::: Working data

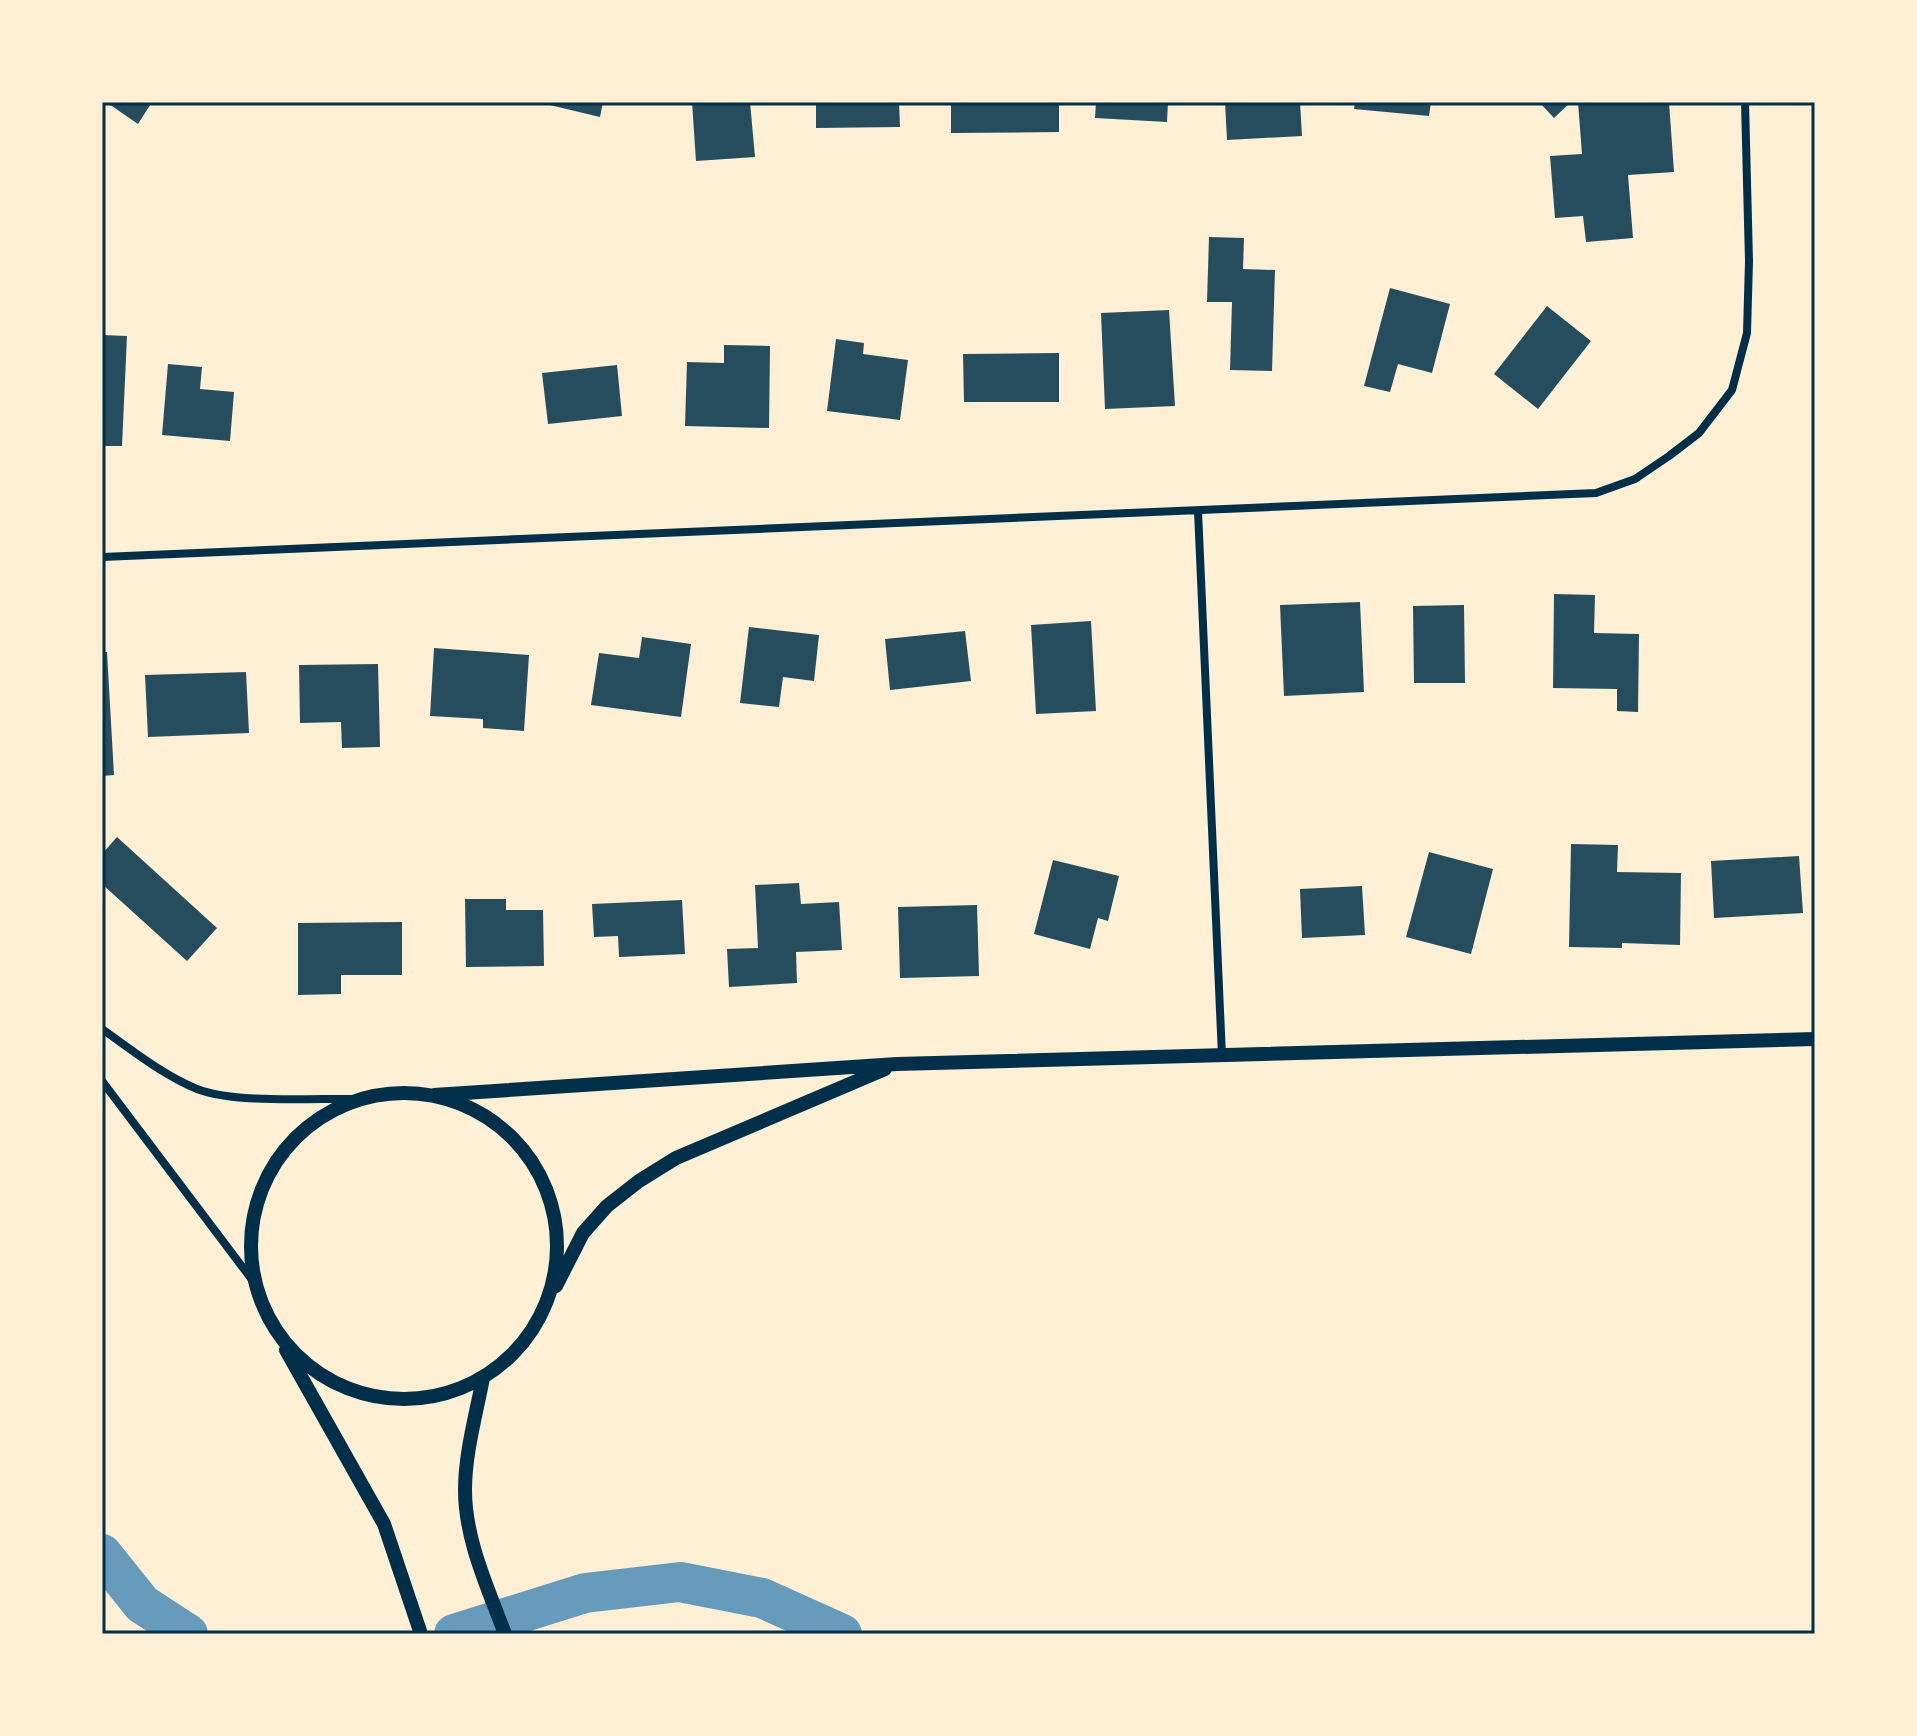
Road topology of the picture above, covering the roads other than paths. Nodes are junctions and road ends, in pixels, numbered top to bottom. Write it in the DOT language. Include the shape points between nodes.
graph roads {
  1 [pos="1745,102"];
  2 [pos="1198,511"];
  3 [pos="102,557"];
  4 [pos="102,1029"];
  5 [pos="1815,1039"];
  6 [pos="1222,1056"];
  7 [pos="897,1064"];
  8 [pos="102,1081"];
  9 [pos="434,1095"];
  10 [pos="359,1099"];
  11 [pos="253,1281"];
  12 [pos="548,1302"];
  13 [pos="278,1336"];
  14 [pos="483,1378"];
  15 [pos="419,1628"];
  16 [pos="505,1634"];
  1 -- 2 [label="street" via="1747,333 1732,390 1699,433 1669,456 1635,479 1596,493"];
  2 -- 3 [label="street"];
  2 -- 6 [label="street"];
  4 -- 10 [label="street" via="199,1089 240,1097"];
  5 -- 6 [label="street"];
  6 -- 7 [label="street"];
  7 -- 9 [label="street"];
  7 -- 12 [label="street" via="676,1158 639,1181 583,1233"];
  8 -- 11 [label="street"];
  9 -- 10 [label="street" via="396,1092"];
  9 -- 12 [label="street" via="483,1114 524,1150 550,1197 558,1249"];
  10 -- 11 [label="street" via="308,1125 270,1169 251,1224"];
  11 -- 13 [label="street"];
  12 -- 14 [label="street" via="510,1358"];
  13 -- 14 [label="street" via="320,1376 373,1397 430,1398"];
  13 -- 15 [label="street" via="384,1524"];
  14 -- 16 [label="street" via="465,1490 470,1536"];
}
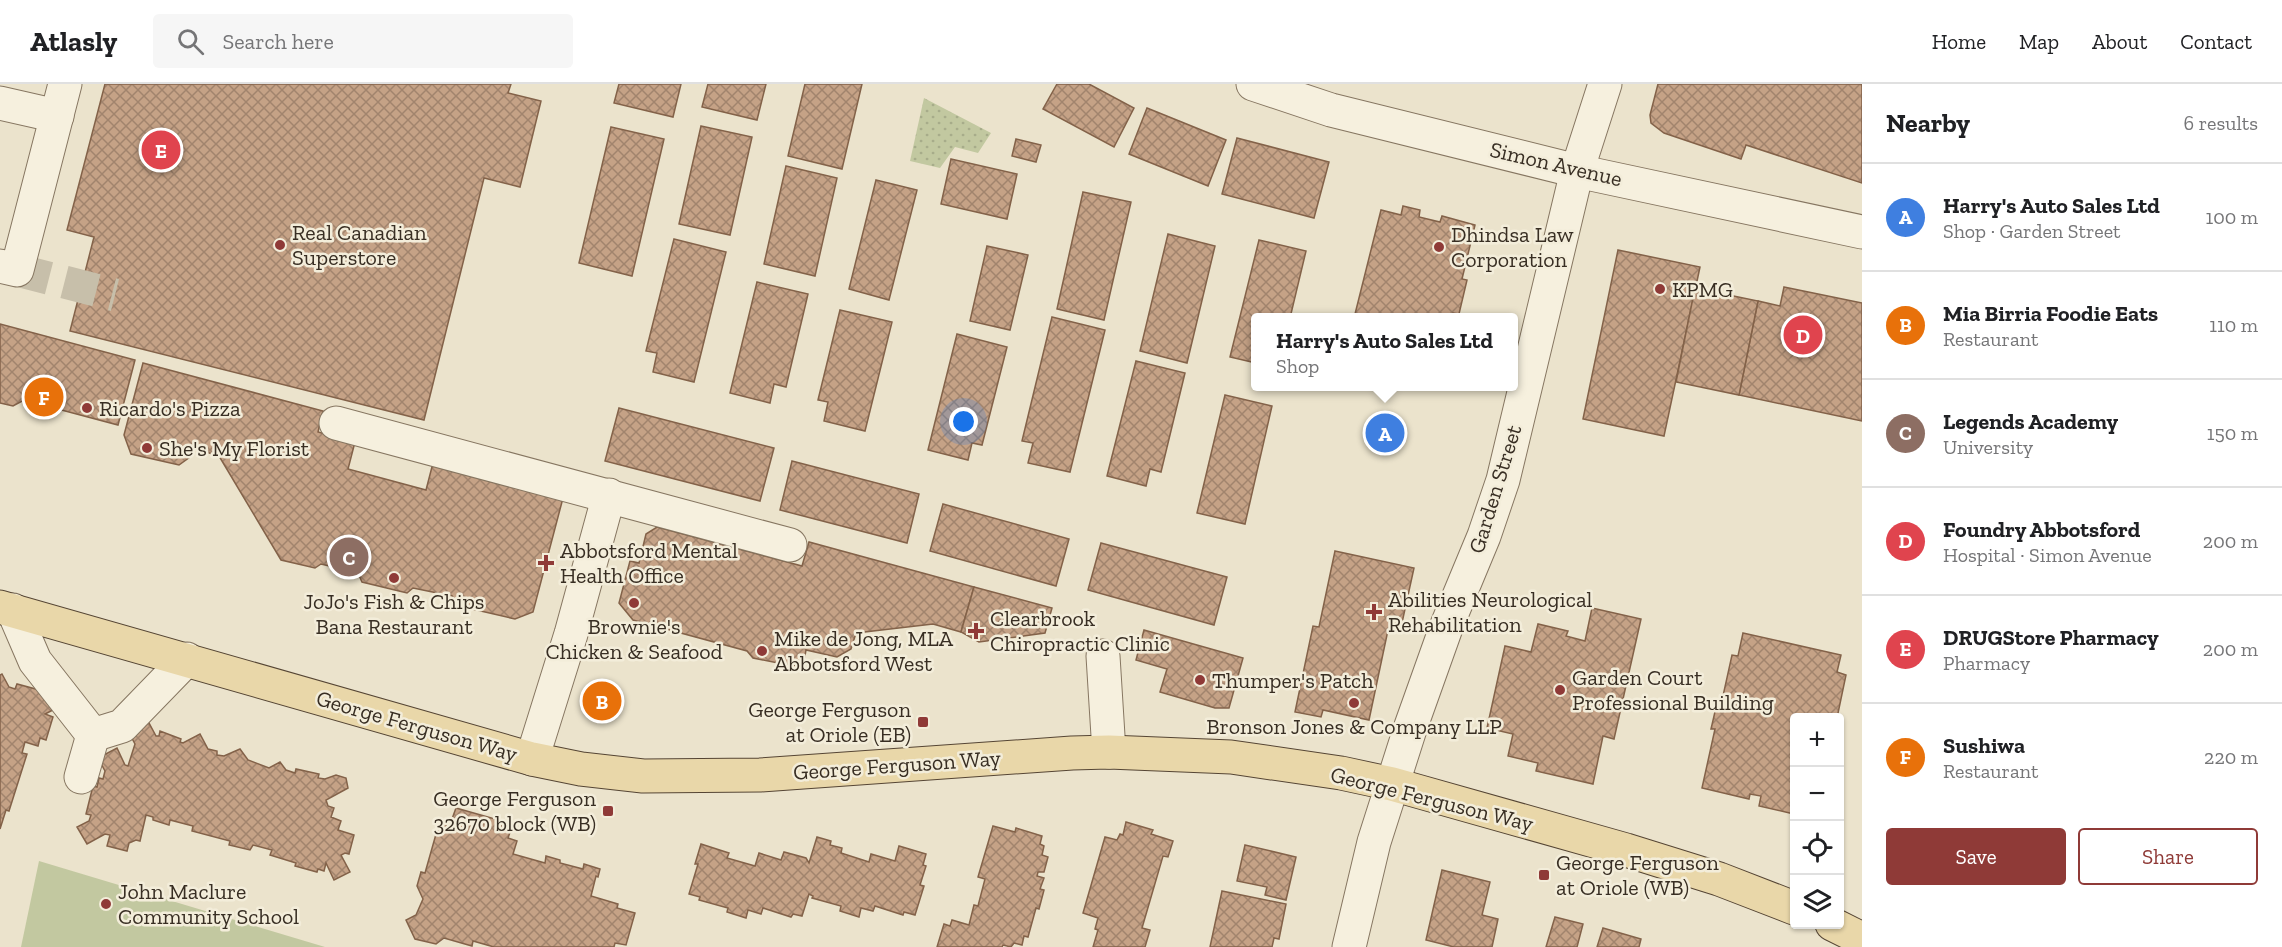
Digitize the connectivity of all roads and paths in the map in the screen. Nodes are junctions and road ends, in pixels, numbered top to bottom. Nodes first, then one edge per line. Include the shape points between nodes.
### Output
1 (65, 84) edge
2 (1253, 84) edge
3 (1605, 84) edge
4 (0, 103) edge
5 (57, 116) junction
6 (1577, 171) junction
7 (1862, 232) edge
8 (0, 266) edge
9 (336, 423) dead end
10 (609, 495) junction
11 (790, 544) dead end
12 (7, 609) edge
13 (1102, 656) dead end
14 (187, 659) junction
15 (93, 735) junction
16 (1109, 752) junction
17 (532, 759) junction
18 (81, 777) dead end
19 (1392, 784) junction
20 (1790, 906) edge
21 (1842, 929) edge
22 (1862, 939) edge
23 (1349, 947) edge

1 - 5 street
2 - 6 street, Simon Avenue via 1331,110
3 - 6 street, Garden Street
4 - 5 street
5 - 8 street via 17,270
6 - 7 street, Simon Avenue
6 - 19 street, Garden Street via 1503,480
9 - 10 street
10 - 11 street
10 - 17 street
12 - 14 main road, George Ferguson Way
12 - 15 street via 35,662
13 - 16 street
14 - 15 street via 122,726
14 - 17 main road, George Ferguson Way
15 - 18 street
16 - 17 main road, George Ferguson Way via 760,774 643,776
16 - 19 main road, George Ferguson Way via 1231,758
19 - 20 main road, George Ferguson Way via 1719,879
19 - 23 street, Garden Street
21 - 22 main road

::::::

# [What is expected]
The required output is each line above restated verbatim, with all images omitted.

# [Output of the exercise]
Road topology of the picture above, covering the roads other than paths. Nodes are junctions and road ends, in pixels, numbered top to bottom. Write it in the DOT language. Include the shape points between nodes.
graph roads {
  1 [pos="1745,102"];
  2 [pos="1198,511"];
  3 [pos="102,557"];
  4 [pos="102,1029"];
  5 [pos="1815,1039"];
  6 [pos="1222,1056"];
  7 [pos="897,1064"];
  8 [pos="102,1081"];
  9 [pos="434,1095"];
  10 [pos="359,1099"];
  11 [pos="253,1281"];
  12 [pos="548,1302"];
  13 [pos="278,1336"];
  14 [pos="483,1378"];
  15 [pos="419,1628"];
  16 [pos="505,1634"];
  1 -- 2 [label="street" via="1747,333 1732,390 1699,433 1669,456 1635,479 1596,493"];
  2 -- 3 [label="street"];
  2 -- 6 [label="street"];
  4 -- 10 [label="street" via="199,1089 240,1097"];
  5 -- 6 [label="street"];
  6 -- 7 [label="street"];
  7 -- 9 [label="street"];
  7 -- 12 [label="street" via="676,1158 639,1181 583,1233"];
  8 -- 11 [label="street"];
  9 -- 10 [label="street" via="396,1092"];
  9 -- 12 [label="street" via="483,1114 524,1150 550,1197 558,1249"];
  10 -- 11 [label="street" via="308,1125 270,1169 251,1224"];
  11 -- 13 [label="street"];
  12 -- 14 [label="street" via="510,1358"];
  13 -- 14 [label="street" via="320,1376 373,1397 430,1398"];
  13 -- 15 [label="street" via="384,1524"];
  14 -- 16 [label="street" via="465,1490 470,1536"];
}
Digitize the connectivity of all roads and paths in the map in the screen. Nodes are junctions and road ends, in pixels, numbered top to bottom. Nodes first, then one edge per line. Include the shape points between nodes.
### Output
1 (65, 84) edge
2 (1253, 84) edge
3 (1605, 84) edge
4 (0, 103) edge
5 (57, 116) junction
6 (1577, 171) junction
7 (1862, 232) edge
8 (0, 266) edge
9 (336, 423) dead end
10 (609, 495) junction
11 (790, 544) dead end
12 (7, 609) edge
13 (1102, 656) dead end
14 (187, 659) junction
15 (93, 735) junction
16 (1109, 752) junction
17 (532, 759) junction
18 (81, 777) dead end
19 (1392, 784) junction
20 (1790, 906) edge
21 (1842, 929) edge
22 (1862, 939) edge
23 (1349, 947) edge

1 - 5 street
2 - 6 street, Simon Avenue via 1331,110
3 - 6 street, Garden Street
4 - 5 street
5 - 8 street via 17,270
6 - 7 street, Simon Avenue
6 - 19 street, Garden Street via 1503,480
9 - 10 street
10 - 11 street
10 - 17 street
12 - 14 main road, George Ferguson Way
12 - 15 street via 35,662
13 - 16 street
14 - 15 street via 122,726
14 - 17 main road, George Ferguson Way
15 - 18 street
16 - 17 main road, George Ferguson Way via 760,774 643,776
16 - 19 main road, George Ferguson Way via 1231,758
19 - 20 main road, George Ferguson Way via 1719,879
19 - 23 street, Garden Street
21 - 22 main road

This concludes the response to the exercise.